I admit, I took the "traveling by subspace" (or whatever), the video game fights, etc... all as stylistic interpretations of actual events. Turns out though, I was completely wrong. The world Scott exists in is actually a "video game" world so-to-speak. Does that change my opinion? Well, not really. Slackers in a video game world are no more fun to read about then slackers in the normal world. By the end of the book, Scott's been given his series long task ("Defeat Ramona's 7 evil ex-boyfriends!"). Of course, there's still the matter of his "relationship" with the high schooler... the fact that he has no job, and he's an insanely good fighter. Sorry folks... it all adds up to something less than I can care about.
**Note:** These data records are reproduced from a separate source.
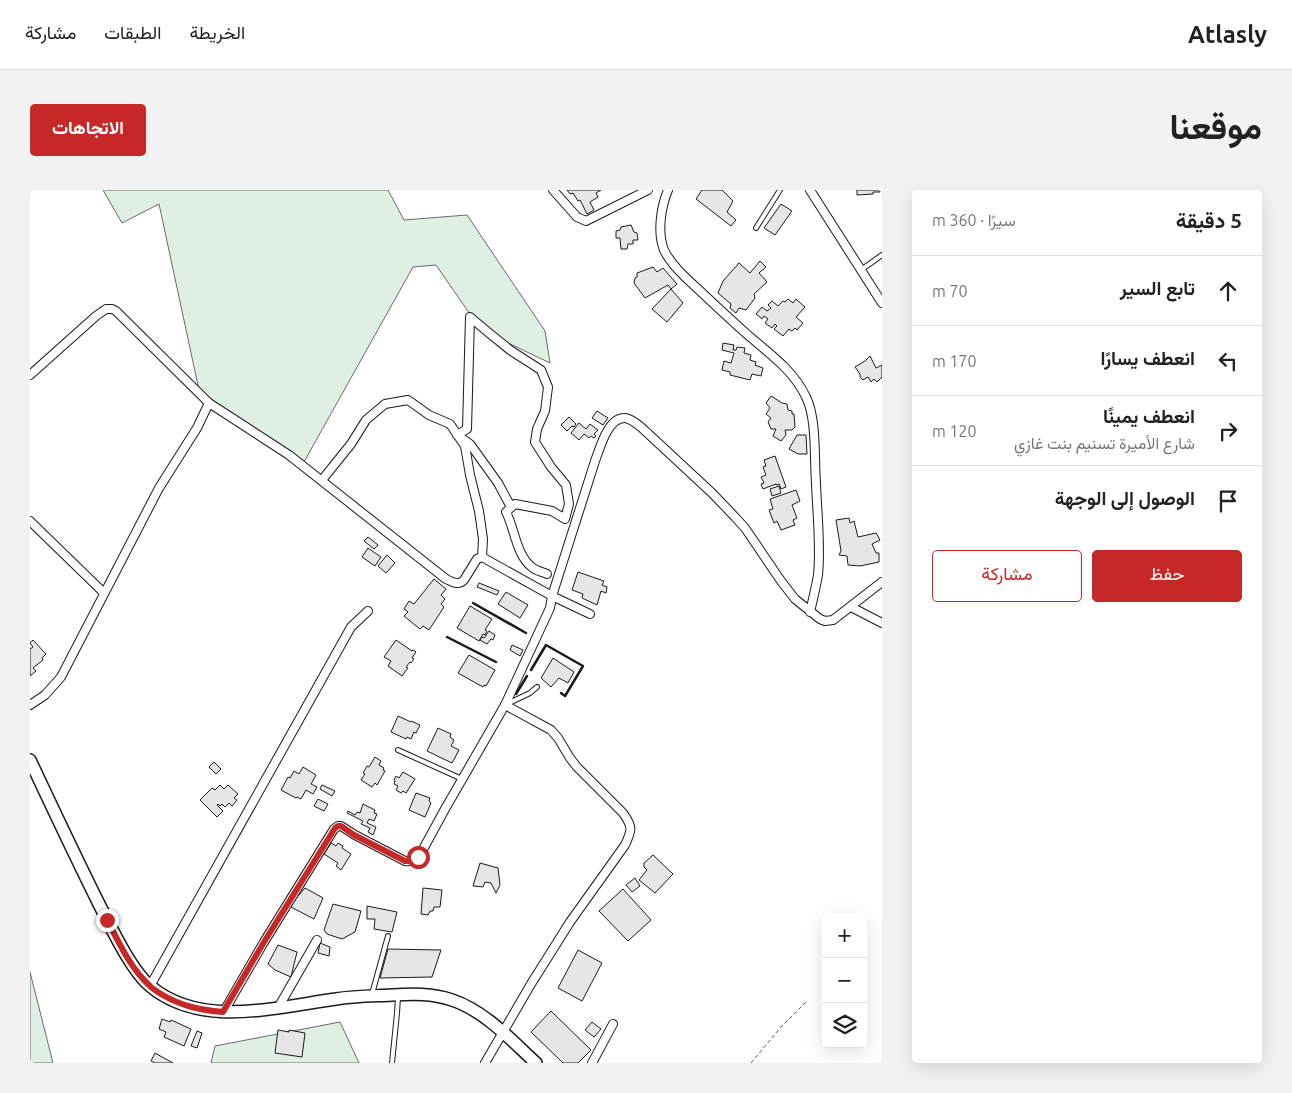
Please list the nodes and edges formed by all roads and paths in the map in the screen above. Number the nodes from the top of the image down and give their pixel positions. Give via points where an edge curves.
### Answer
1 (553, 190) edge
2 (648, 190) edge
3 (668, 190) edge
4 (780, 190) edge
5 (810, 190) edge
6 (756, 228) dead end
7 (882, 255) edge
8 (861, 270) junction
9 (882, 303) edge
10 (30, 374) edge
11 (209, 403) junction
12 (457, 434) junction
13 (322, 480) junction
14 (511, 507) junction
15 (30, 521) edge
16 (482, 557) junction
17 (547, 574) dead end
18 (882, 582) edge
19 (104, 593) junction
20 (552, 596) junction
21 (851, 607) junction
22 (368, 612) dead end
23 (810, 612) junction
24 (590, 614) dead end
25 (882, 623) edge
26 (538, 687) dead end
27 (30, 705) edge
28 (505, 705) junction
29 (398, 750) dead end
30 (30, 760) edge
31 (462, 779) junction
32 (388, 936) dead end
33 (317, 940) dead end
34 (150, 986) junction
35 (398, 995) junction
36 (371, 996) junction
37 (806, 1002) dead end
38 (278, 1008) junction
39 (223, 1012) junction
40 (613, 1024) dead end
41 (503, 1033) junction
42 (392, 1063) edge
43 (486, 1063) edge
44 (536, 1063) edge
45 (592, 1063) edge
46 (751, 1063) edge

1 - 2 street via 577,217 586,221
3 - 23 street via 661,232 668,257 716,307 780,363 808,400 818,515 818,575
4 - 6 lane
5 - 8 street
7 - 8 lane
8 - 9 street
10 - 11 street via 96,316 112,309
11 - 13 street
11 - 19 street via 159,488
12 - 13 street via 450,424 429,415 408,400 385,404 366,420
12 - 14 street via 470,444
12 - 14 street via 467,429 469,412 470,317 510,350 541,370 548,388 535,442 566,485 570,504 565,518 552,511 515,504
12 - 16 street via 465,446 480,511
13 - 16 street via 456,584 462,583 477,559
14 - 17 street via 506,512 522,555 532,567
15 - 19 street
16 - 20 street
18 - 21 street
19 - 27 street via 61,678
20 - 23 street via 603,440 610,426 624,418 642,428 735,517 789,592
20 - 24 street
20 - 28 street via 550,608
21 - 23 street via 829,622
21 - 25 street
22 - 34 street via 351,628
26 - 28 lane
28 - 31 street
28 - 41 street via 544,726 558,738 570,758 623,813 630,823 631,832 570,922
29 - 31 lane
30 - 34 main road via 107,920 131,963
31 - 39 street via 421,853 413,861 390,854 341,826 335,828
32 - 36 lane
33 - 38 street
34 - 39 main road via 181,1004 202,1011
35 - 36 main road
35 - 41 main road via 440,996 452,1000 465,1005
35 - 42 lane
36 - 38 main road
37 - 46 path
38 - 39 main road
40 - 45 street
41 - 43 street
41 - 44 main road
O'Malley's psuedo-manga style has few high points. At it's high points, it's kinetic, stylized, and beautifully paced for comic effect. But these great moments are so few and far between just boring, rushed pen and ink work that's more concerned about getting us through exposition than delivering panels to savor.

Overall, I found the book as a whole to be an example of how old I must feel. Scott Pilgrim as a "hero" to be is a complete wash... He's a lucky idiot who'll get the girl, and save the world, all for seemingly no more effort than it takes to break the heart of a high schooler and maybe man up and get a friggen job. Sorry folks... If I want successful slacker comedy, I'll watch Clerks again.
bsokol Mon, Jan 4th, 2010 at 1:59 PM

UnshavenMarc wrote:
Overall, I found the book as a whole to be an example of how old I must feel.
I know exactly how you feel. This book really made me long for the days of not having a job, dating a high school girl, having no money, being in a punk band, and fighting as if I were in a video game. Yeah, this book makes me feel old too.

I felt that the subspace, video game, super powers goofiness was exactly what this book needed in order to not be what you think it is: a boring story about a slacker.
EGarneau Tue, Jan 5th, 2010 at 4:37 PM

Marc, I think the fact that a book like this not only topped OUR sales charts but does extremely well in the comic world as a whole means it's worth noticing; at the very least it's worth more than "the paper it's printed on." It's strange that you said you would have loved this as a kid... just because the adult you doesn't like it, does that make it worthless, or merely not for you? Because there's a big difference there, obviously.

That said, I'm really glad people are using these comment sections!
UnshavenMarc Sat, Jan 9th, 2010 at 3:43 PM

Good point Eric. I think the book now does nothing for me personally, because of my age. Which TO ME alone, makes it low in value. So it's worth to me, at this point... just not high. And yes it's a good seller, cause it must speak, and speak well to it's target audience. I just happen to be out of that particular audience.
EGarneau Sun, Jan 10th, 2010 at 12:36 PM

I totally get that, Marc. That's how I felt the first time I read it. The second time, it worked for me. I'm not sure why there was a difference between times one and two, and I'm not saying you should reread it or anything... just, I know where you're coming from.